# taz.de -- Frieden in der Ukraine: Europa ist falsch aufgestellt
       
       > Die europäischen Regierungschefs sind sich in der Frage nach gemeinsamen
       > Friedenstruppen uneinig. Ihre Planlosigkeit schadet besonders der
       > Ukraine.
       
 (IMG) Bild: Macron und Starmer beim demonstrativen Handshake vor dem Élysée-Palast
       
       Ein historisches Treffen sollte es werden. Nach dem transatlantischen
       Waterloo bei der Münchner Sicherheitskonferenz wollte Frankreichs
       Staatschef Emmanuel Macron die Europäer für die nächste Schlacht rüsten –
       den Kampf um einen gerechten Frieden in der Ukraine. Mit europäischen
       Friedenstruppen, so seine Hoffnung, werde die EU doch noch einen Platz am
       Verhandlungstisch erobern. Diese Hoffnung wurde enttäuscht.
       
       Zwar hat sich der britische Premier Keir Starmer an Macrons Seite
       geschlagen: Er erklärte sich bereit, „bei Bedarf“ britische Truppen zu
       stellen, um eine Waffenruhe in der Ukraine abzusichern. Doch Deutschland
       und Polen sagten Nein. Die Debatte sei verfrüht, erklärte Kanzler Olaf
       Scholz. Erst einmal müsse Frieden herrschen, danach könne man weiter sehen.
       Die Europäer sind uneins, Macron hat sie sogar gespalten. Denn die meisten
       EU-Länder waren nicht einmal zum [1][Krisengipfel] im Élysée-Palast geladen
       worden.
       
       Mit seiner Hauruck-Methode, bei der auch der polnische EU-Vorsitz
       übergangen wurde, hat Macron mehr Schaden angerichtet als Sinn gestiftet.
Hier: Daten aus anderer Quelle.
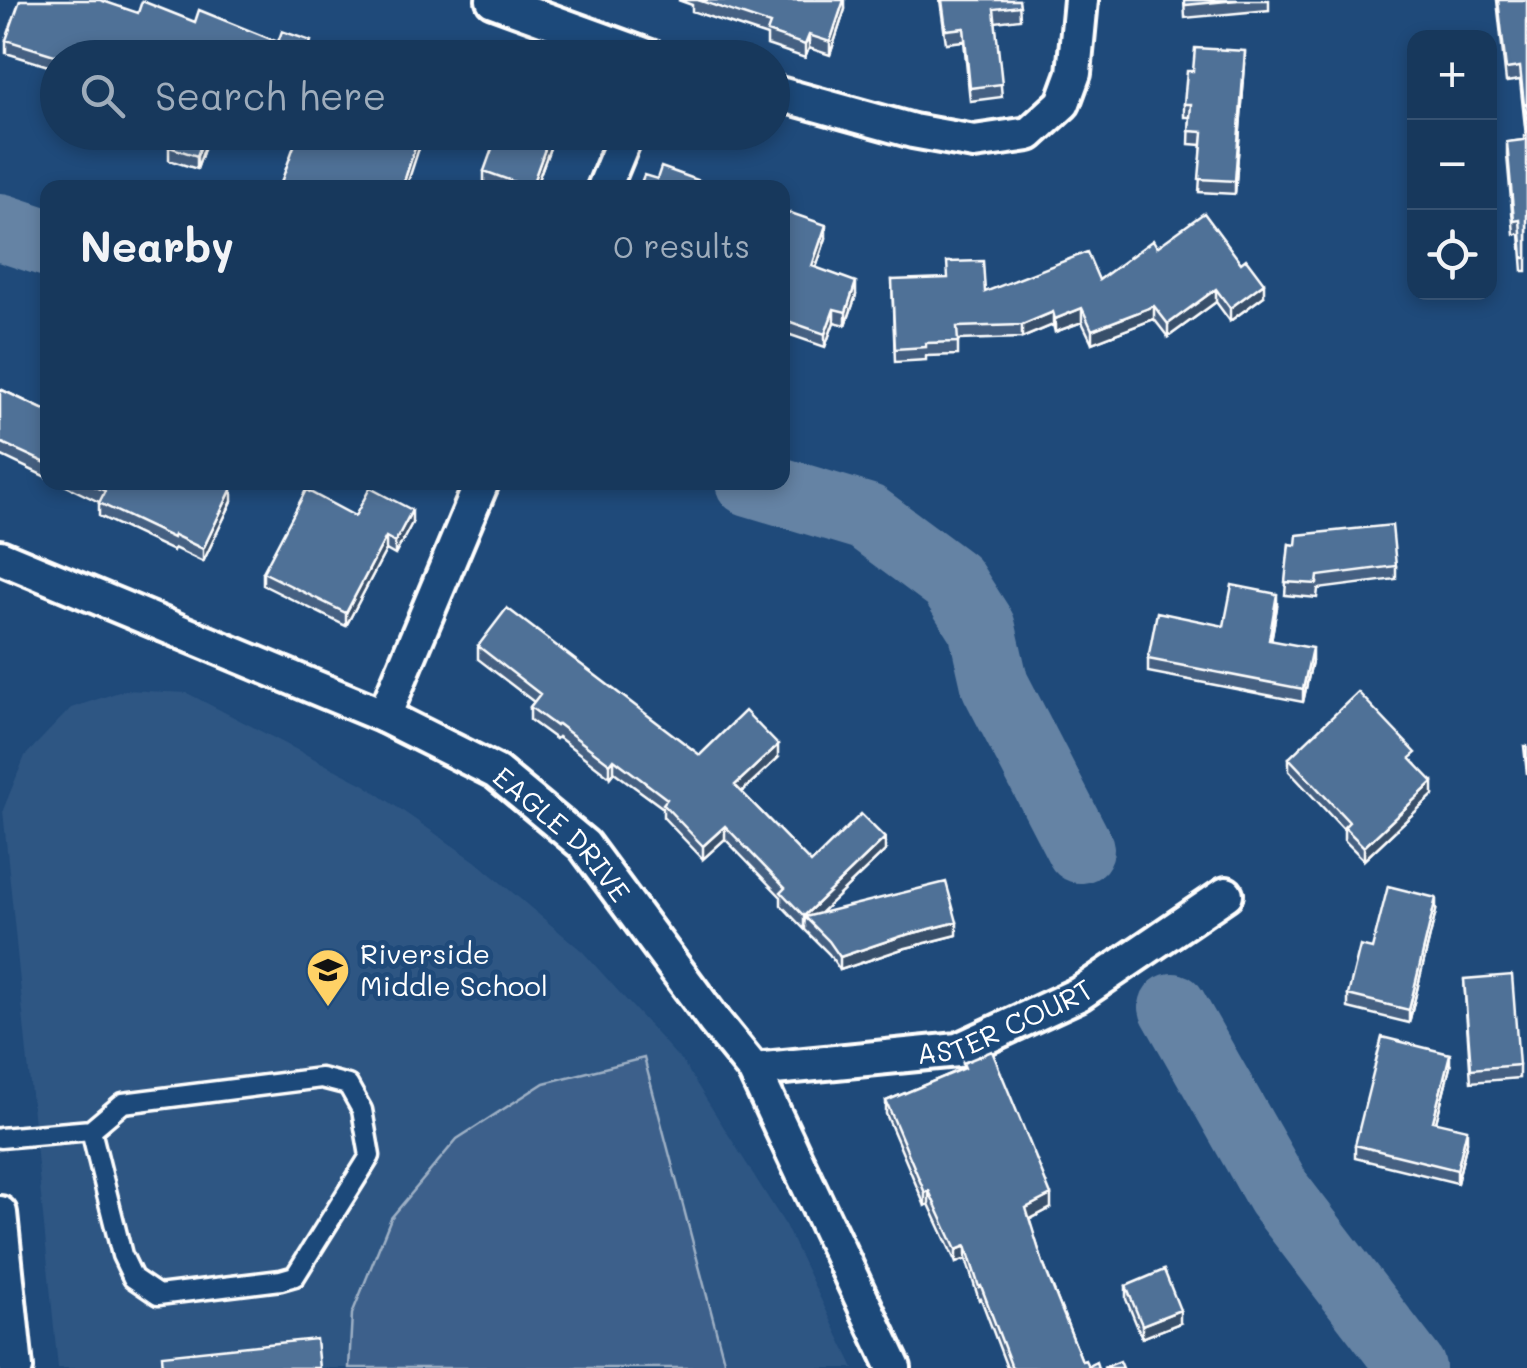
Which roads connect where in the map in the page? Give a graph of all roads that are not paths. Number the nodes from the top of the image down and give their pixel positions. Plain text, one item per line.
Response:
1 (493, 0) edge
2 (1081, 0) edge
3 (603, 40) edge
4 (790, 97) edge
5 (620, 150) edge
6 (607, 180) edge
7 (479, 490) edge
8 (0, 557) edge
9 (384, 716) junction
10 (1226, 894) dead end
11 (754, 1070) junction
12 (92, 1130) junction
13 (0, 1138) edge
14 (0, 1213) edge
15 (16, 1368) edge
16 (894, 1368) edge

1 - 3 street
2 - 4 street
5 - 6 street
7 - 9 street
8 - 9 street, EAGLE DRIVE
9 - 11 street, EAGLE DRIVE
10 - 11 street, ASTER COURT
11 - 16 street, EAGLE DRIVE
12 - 12 lane
12 - 13 lane
14 - 15 street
       Denn Scholz hat recht: Welchen Sinn soll es haben, den zweiten Schritt vor
       dem ersten zu gehen? Und was bringen Friedenstruppen, an denen die USA
       nicht beteiligt sind? Sollen die Europäer am Ende den Kopf hinhalten,
       während sich die Amerikaner davonschleichen? Sollen sie die Zeche für einen
       [2][Diktatfrieden] zahlen, den US-Präsident Donald Trump im Alleingang mit
       Kremlchef Wladimir Putin ausgehandelt hat?
       
       Das kann es wohl nicht sein. Macron hat seine Truppen falsch aufgestellt.
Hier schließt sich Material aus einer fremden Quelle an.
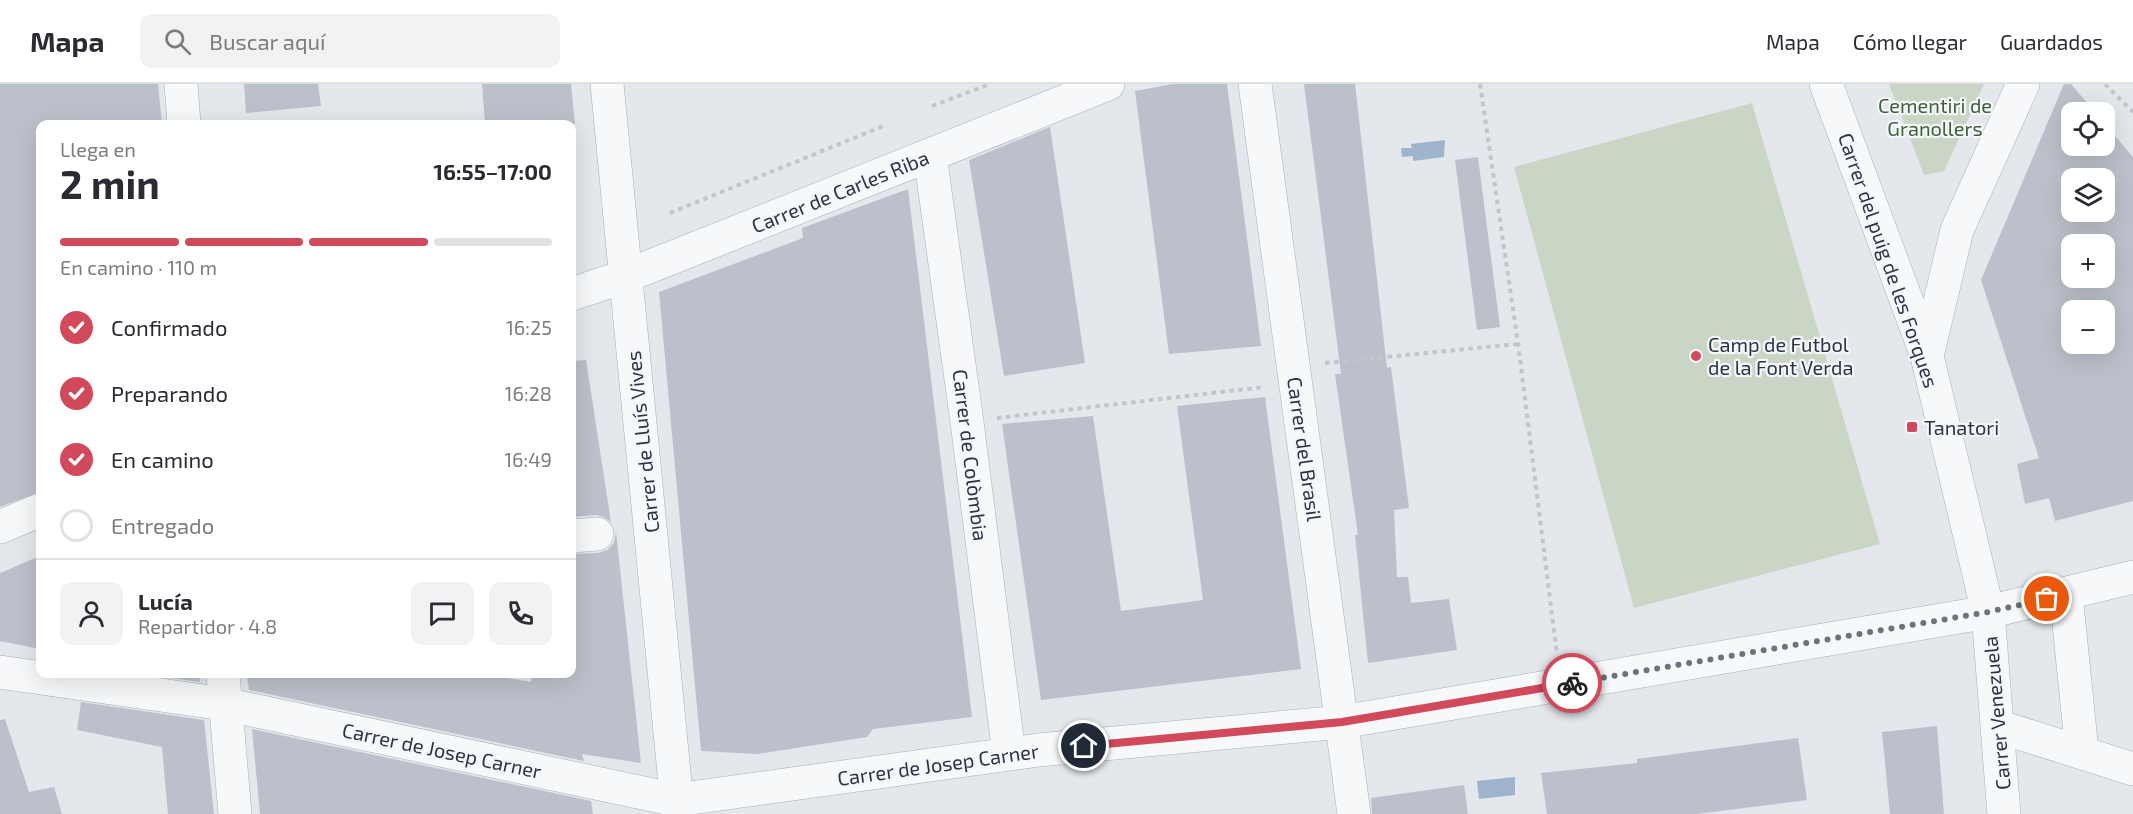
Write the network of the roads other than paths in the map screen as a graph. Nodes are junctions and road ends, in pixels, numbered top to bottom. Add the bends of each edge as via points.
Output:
1 (181, 84) edge
2 (607, 84) edge
3 (1108, 84) edge
4 (1255, 84) edge
5 (1826, 84) edge
6 (2023, 84) edge
7 (184, 120) edge
8 (930, 156) junction
9 (626, 276) junction
10 (576, 293) edge
11 (1927, 356) junction
12 (36, 512) edge
13 (0, 528) edge
14 (2133, 577) edge
15 (2066, 594) junction
16 (1988, 612) junction
17 (0, 672) edge
18 (36, 675) edge
19 (79, 678) edge
20 (224, 689) edge
21 (1342, 722) junction
22 (1997, 726) junction
23 (2082, 752) junction
24 (1009, 754) junction
25 (2133, 769) edge
26 (677, 807) edge
27 (235, 814) edge
28 (1354, 814) edge
29 (2004, 814) edge

1 - 7 street
2 - 9 street, Carrer de Lluís Vives
3 - 8 street, Carrer de Carles Riba
4 - 21 street, Carrer del Brasil
5 - 11 street, Carrer del puig de les Forques
6 - 11 street via 1957,230
8 - 9 street, Carrer de Carles Riba
8 - 24 street, Carrer de Colòmbia
9 - 10 street, Carrer de Carles Riba
9 - 26 street, Carrer de Lluís Vives
11 - 16 street, Carrer del puig de les Forques
12 - 13 street
14 - 15 street, Carrer de Josep Carner
15 - 16 street, Carrer de Josep Carner
15 - 23 street
16 - 21 street, Carrer de Josep Carner
16 - 22 street, Carrer Venezuela
17 - 18 street, Carrer de Josep Carner
19 - 20 street, Carrer de Josep Carner
20 - 26 street, Carrer de Josep Carner
20 - 27 street
21 - 24 street, Carrer de Josep Carner
21 - 28 street, Carrer del Brasil
22 - 23 street
22 - 29 street, Carrer Venezuela
23 - 25 street
24 - 26 street, Carrer de Josep Carner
       Aber auch Scholz hat sich vergaloppiert. Der scheidende Kanzler hat nämlich
       gar keinen Plan. Genau wie EU-Kommissionspräsidentin Ursula von der Leyen
       hat er sich bis zuletzt blind auf Ex-Präsident Joe Biden verlassen und
       gehofft, man könne Putin mit Waffengewalt an den Verhandlungstisch zwingen.
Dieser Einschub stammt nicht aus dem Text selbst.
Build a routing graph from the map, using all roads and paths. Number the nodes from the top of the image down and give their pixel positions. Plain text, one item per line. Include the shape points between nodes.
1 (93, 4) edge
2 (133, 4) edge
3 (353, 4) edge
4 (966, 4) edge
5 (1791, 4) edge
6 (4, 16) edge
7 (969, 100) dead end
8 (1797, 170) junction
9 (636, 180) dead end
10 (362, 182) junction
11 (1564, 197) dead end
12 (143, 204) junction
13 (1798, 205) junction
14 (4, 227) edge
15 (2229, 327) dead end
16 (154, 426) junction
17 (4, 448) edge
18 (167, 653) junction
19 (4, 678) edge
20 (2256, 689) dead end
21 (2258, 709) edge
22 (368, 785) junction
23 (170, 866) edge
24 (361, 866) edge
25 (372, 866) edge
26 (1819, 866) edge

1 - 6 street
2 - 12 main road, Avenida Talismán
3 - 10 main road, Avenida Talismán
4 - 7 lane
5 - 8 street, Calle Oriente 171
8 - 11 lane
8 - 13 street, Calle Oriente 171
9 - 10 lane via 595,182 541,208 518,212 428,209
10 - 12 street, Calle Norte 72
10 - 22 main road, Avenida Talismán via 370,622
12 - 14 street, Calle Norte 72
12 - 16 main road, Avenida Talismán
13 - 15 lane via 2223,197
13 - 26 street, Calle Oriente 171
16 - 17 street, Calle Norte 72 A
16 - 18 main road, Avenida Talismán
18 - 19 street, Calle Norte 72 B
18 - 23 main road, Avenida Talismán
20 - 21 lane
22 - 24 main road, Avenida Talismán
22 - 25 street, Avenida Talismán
       „Verhandlungen nur aus einer Position der Stärke“, hieß das Credo – es ist
       gescheitert.
       
       ## Die Europäer haben zu lange gezögert
       
       Nun muss eine geschwächte Ukraine versuchen, das Beste aus der verfahrenen
       Lage zu machen. Die Europäer werden ihr dabei kaum helfen können – sie
       haben sich ins Abseits manövriert. Drei Jahre lang haben sie sich
       geweigert, selbst einen diplomatischen Vorstoß zu machen und eigene
       Friedenspläne zu schmieden. Die Initiative könne nur von Kyjiw ausgehen,
       hieß es in Brüssel.
       
       Jetzt geht sie von Washington aus – von einem US-Präsidenten, der der
       [3][EU alles andere als wohlgesonnen] ist. Allerdings hat Trump, so weit
       sich erkennen lässt, auch keinen Plan. Die Europäer könnten daher durchaus
       noch einmal zum Zuge kommen. Hoffentlich sind sie dann besser aufgestellt –
       und setzen nicht nur auf Waffen, Truppen und Aufrüstung.